## [WORK REQUEST]
In full and without change, return each entry.

## [RAW DATA]
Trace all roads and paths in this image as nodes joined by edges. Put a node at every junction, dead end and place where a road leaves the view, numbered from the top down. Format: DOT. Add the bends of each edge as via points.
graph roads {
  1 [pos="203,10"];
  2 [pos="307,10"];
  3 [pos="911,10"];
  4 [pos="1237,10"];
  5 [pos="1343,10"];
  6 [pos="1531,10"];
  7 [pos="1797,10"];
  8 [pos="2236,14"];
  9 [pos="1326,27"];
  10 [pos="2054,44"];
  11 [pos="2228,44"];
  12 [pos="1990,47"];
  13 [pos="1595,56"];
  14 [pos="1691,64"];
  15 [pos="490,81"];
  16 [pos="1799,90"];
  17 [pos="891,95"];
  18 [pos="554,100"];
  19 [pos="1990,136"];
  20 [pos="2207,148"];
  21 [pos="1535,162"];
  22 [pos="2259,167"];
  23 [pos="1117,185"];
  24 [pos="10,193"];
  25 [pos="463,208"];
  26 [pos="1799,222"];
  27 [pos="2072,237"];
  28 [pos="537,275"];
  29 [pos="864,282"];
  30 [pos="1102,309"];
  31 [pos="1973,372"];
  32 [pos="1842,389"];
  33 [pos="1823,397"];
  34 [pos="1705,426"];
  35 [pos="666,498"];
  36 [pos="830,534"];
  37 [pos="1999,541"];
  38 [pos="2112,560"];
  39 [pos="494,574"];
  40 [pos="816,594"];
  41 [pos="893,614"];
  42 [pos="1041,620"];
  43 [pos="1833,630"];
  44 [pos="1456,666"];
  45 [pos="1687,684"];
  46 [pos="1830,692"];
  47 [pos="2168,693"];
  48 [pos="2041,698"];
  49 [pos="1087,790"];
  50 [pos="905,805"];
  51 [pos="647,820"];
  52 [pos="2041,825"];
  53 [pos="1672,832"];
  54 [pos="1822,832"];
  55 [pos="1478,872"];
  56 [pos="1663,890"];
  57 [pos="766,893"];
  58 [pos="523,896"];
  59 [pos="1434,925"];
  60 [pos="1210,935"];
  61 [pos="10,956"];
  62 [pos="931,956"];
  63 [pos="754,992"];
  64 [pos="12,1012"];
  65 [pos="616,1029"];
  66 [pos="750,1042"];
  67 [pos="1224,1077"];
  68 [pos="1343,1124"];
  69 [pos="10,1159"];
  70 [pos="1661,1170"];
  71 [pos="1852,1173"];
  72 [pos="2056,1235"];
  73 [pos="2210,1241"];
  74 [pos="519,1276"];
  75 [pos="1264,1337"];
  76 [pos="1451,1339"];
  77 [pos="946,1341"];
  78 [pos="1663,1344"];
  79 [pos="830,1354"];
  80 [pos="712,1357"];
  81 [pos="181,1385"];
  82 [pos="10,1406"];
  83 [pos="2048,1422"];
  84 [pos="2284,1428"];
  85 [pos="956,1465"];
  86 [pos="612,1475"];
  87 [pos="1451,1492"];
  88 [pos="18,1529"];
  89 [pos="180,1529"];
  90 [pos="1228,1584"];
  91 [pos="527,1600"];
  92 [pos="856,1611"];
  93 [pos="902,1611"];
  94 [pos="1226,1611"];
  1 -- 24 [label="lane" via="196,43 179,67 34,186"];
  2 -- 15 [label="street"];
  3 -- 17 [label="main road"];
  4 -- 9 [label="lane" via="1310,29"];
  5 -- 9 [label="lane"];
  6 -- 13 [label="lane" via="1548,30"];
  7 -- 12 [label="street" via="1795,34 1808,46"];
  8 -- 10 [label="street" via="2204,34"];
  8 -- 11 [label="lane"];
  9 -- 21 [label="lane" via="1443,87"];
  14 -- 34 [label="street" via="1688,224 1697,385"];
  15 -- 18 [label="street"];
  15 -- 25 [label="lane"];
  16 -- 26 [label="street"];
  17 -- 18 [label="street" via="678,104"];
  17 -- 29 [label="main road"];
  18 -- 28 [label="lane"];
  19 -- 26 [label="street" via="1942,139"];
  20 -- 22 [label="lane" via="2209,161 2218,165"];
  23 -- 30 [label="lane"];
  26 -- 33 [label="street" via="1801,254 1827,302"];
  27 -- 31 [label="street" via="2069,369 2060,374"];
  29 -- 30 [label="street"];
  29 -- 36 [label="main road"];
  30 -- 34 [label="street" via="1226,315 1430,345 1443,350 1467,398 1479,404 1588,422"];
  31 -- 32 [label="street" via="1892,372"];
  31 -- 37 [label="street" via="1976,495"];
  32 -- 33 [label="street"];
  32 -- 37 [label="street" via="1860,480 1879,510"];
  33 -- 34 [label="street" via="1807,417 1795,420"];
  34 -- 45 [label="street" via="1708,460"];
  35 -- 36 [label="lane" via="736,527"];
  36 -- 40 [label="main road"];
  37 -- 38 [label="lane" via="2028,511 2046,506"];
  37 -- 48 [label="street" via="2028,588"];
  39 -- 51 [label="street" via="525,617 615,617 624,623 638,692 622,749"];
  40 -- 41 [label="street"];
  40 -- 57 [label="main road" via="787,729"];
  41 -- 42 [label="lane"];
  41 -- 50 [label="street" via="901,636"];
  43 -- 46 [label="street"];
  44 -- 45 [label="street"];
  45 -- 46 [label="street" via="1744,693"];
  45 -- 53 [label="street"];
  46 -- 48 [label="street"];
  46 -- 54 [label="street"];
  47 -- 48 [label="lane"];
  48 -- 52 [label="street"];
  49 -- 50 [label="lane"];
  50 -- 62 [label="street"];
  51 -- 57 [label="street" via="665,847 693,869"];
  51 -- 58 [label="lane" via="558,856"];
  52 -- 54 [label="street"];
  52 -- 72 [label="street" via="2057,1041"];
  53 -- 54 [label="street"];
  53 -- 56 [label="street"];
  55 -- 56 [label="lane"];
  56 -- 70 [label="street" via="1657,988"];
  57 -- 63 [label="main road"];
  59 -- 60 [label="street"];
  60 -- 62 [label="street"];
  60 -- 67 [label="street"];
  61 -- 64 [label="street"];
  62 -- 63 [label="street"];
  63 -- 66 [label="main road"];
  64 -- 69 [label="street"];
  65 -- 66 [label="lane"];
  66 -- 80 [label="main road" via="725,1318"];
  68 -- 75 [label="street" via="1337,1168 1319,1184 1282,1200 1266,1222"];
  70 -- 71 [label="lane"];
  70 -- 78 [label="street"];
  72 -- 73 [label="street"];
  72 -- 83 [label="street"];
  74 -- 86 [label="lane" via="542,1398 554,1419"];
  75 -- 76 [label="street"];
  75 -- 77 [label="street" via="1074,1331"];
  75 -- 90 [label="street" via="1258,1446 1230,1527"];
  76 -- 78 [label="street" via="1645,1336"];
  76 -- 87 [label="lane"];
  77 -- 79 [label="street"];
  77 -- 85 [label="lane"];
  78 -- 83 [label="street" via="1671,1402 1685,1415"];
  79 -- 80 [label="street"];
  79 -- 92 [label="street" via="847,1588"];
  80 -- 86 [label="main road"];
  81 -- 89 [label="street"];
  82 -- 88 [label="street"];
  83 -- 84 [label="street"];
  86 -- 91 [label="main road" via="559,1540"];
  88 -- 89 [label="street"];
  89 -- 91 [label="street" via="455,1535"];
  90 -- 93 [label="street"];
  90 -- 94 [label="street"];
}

## [RESULT]
Trace all roads and paths in this image as nodes joined by edges. Put a node at every junction, dead end and place where a road leaves the view, numbered from the top down. Format: DOT. Add the bends of each edge as via points.
graph roads {
  1 [pos="203,10"];
  2 [pos="307,10"];
  3 [pos="911,10"];
  4 [pos="1237,10"];
  5 [pos="1343,10"];
  6 [pos="1531,10"];
  7 [pos="1797,10"];
  8 [pos="2236,14"];
  9 [pos="1326,27"];
  10 [pos="2054,44"];
  11 [pos="2228,44"];
  12 [pos="1990,47"];
  13 [pos="1595,56"];
  14 [pos="1691,64"];
  15 [pos="490,81"];
  16 [pos="1799,90"];
  17 [pos="891,95"];
  18 [pos="554,100"];
  19 [pos="1990,136"];
  20 [pos="2207,148"];
  21 [pos="1535,162"];
  22 [pos="2259,167"];
  23 [pos="1117,185"];
  24 [pos="10,193"];
  25 [pos="463,208"];
  26 [pos="1799,222"];
  27 [pos="2072,237"];
  28 [pos="537,275"];
  29 [pos="864,282"];
  30 [pos="1102,309"];
  31 [pos="1973,372"];
  32 [pos="1842,389"];
  33 [pos="1823,397"];
  34 [pos="1705,426"];
  35 [pos="666,498"];
  36 [pos="830,534"];
  37 [pos="1999,541"];
  38 [pos="2112,560"];
  39 [pos="494,574"];
  40 [pos="816,594"];
  41 [pos="893,614"];
  42 [pos="1041,620"];
  43 [pos="1833,630"];
  44 [pos="1456,666"];
  45 [pos="1687,684"];
  46 [pos="1830,692"];
  47 [pos="2168,693"];
  48 [pos="2041,698"];
  49 [pos="1087,790"];
  50 [pos="905,805"];
  51 [pos="647,820"];
  52 [pos="2041,825"];
  53 [pos="1672,832"];
  54 [pos="1822,832"];
  55 [pos="1478,872"];
  56 [pos="1663,890"];
  57 [pos="766,893"];
  58 [pos="523,896"];
  59 [pos="1434,925"];
  60 [pos="1210,935"];
  61 [pos="10,956"];
  62 [pos="931,956"];
  63 [pos="754,992"];
  64 [pos="12,1012"];
  65 [pos="616,1029"];
  66 [pos="750,1042"];
  67 [pos="1224,1077"];
  68 [pos="1343,1124"];
  69 [pos="10,1159"];
  70 [pos="1661,1170"];
  71 [pos="1852,1173"];
  72 [pos="2056,1235"];
  73 [pos="2210,1241"];
  74 [pos="519,1276"];
  75 [pos="1264,1337"];
  76 [pos="1451,1339"];
  77 [pos="946,1341"];
  78 [pos="1663,1344"];
  79 [pos="830,1354"];
  80 [pos="712,1357"];
  81 [pos="181,1385"];
  82 [pos="10,1406"];
  83 [pos="2048,1422"];
  84 [pos="2284,1428"];
  85 [pos="956,1465"];
  86 [pos="612,1475"];
  87 [pos="1451,1492"];
  88 [pos="18,1529"];
  89 [pos="180,1529"];
  90 [pos="1228,1584"];
  91 [pos="527,1600"];
  92 [pos="856,1611"];
  93 [pos="902,1611"];
  94 [pos="1226,1611"];
  1 -- 24 [label="lane" via="196,43 179,67 34,186"];
  2 -- 15 [label="street"];
  3 -- 17 [label="main road"];
  4 -- 9 [label="lane" via="1310,29"];
  5 -- 9 [label="lane"];
  6 -- 13 [label="lane" via="1548,30"];
  7 -- 12 [label="street" via="1795,34 1808,46"];
  8 -- 10 [label="street" via="2204,34"];
  8 -- 11 [label="lane"];
  9 -- 21 [label="lane" via="1443,87"];
  14 -- 34 [label="street" via="1688,224 1697,385"];
  15 -- 18 [label="street"];
  15 -- 25 [label="lane"];
  16 -- 26 [label="street"];
  17 -- 18 [label="street" via="678,104"];
  17 -- 29 [label="main road"];
  18 -- 28 [label="lane"];
  19 -- 26 [label="street" via="1942,139"];
  20 -- 22 [label="lane" via="2209,161 2218,165"];
  23 -- 30 [label="lane"];
  26 -- 33 [label="street" via="1801,254 1827,302"];
  27 -- 31 [label="street" via="2069,369 2060,374"];
  29 -- 30 [label="street"];
  29 -- 36 [label="main road"];
  30 -- 34 [label="street" via="1226,315 1430,345 1443,350 1467,398 1479,404 1588,422"];
  31 -- 32 [label="street" via="1892,372"];
  31 -- 37 [label="street" via="1976,495"];
  32 -- 33 [label="street"];
  32 -- 37 [label="street" via="1860,480 1879,510"];
  33 -- 34 [label="street" via="1807,417 1795,420"];
  34 -- 45 [label="street" via="1708,460"];
  35 -- 36 [label="lane" via="736,527"];
  36 -- 40 [label="main road"];
  37 -- 38 [label="lane" via="2028,511 2046,506"];
  37 -- 48 [label="street" via="2028,588"];
  39 -- 51 [label="street" via="525,617 615,617 624,623 638,692 622,749"];
  40 -- 41 [label="street"];
  40 -- 57 [label="main road" via="787,729"];
  41 -- 42 [label="lane"];
  41 -- 50 [label="street" via="901,636"];
  43 -- 46 [label="street"];
  44 -- 45 [label="street"];
  45 -- 46 [label="street" via="1744,693"];
  45 -- 53 [label="street"];
  46 -- 48 [label="street"];
  46 -- 54 [label="street"];
  47 -- 48 [label="lane"];
  48 -- 52 [label="street"];
  49 -- 50 [label="lane"];
  50 -- 62 [label="street"];
  51 -- 57 [label="street" via="665,847 693,869"];
  51 -- 58 [label="lane" via="558,856"];
  52 -- 54 [label="street"];
  52 -- 72 [label="street" via="2057,1041"];
  53 -- 54 [label="street"];
  53 -- 56 [label="street"];
  55 -- 56 [label="lane"];
  56 -- 70 [label="street" via="1657,988"];
  57 -- 63 [label="main road"];
  59 -- 60 [label="street"];
  60 -- 62 [label="street"];
  60 -- 67 [label="street"];
  61 -- 64 [label="street"];
  62 -- 63 [label="street"];
  63 -- 66 [label="main road"];
  64 -- 69 [label="street"];
  65 -- 66 [label="lane"];
  66 -- 80 [label="main road" via="725,1318"];
  68 -- 75 [label="street" via="1337,1168 1319,1184 1282,1200 1266,1222"];
  70 -- 71 [label="lane"];
  70 -- 78 [label="street"];
  72 -- 73 [label="street"];
  72 -- 83 [label="street"];
  74 -- 86 [label="lane" via="542,1398 554,1419"];
  75 -- 76 [label="street"];
  75 -- 77 [label="street" via="1074,1331"];
  75 -- 90 [label="street" via="1258,1446 1230,1527"];
  76 -- 78 [label="street" via="1645,1336"];
  76 -- 87 [label="lane"];
  77 -- 79 [label="street"];
  77 -- 85 [label="lane"];
  78 -- 83 [label="street" via="1671,1402 1685,1415"];
  79 -- 80 [label="street"];
  79 -- 92 [label="street" via="847,1588"];
  80 -- 86 [label="main road"];
  81 -- 89 [label="street"];
  82 -- 88 [label="street"];
  83 -- 84 [label="street"];
  86 -- 91 [label="main road" via="559,1540"];
  88 -- 89 [label="street"];
  89 -- 91 [label="street" via="455,1535"];
  90 -- 93 [label="street"];
  90 -- 94 [label="street"];
}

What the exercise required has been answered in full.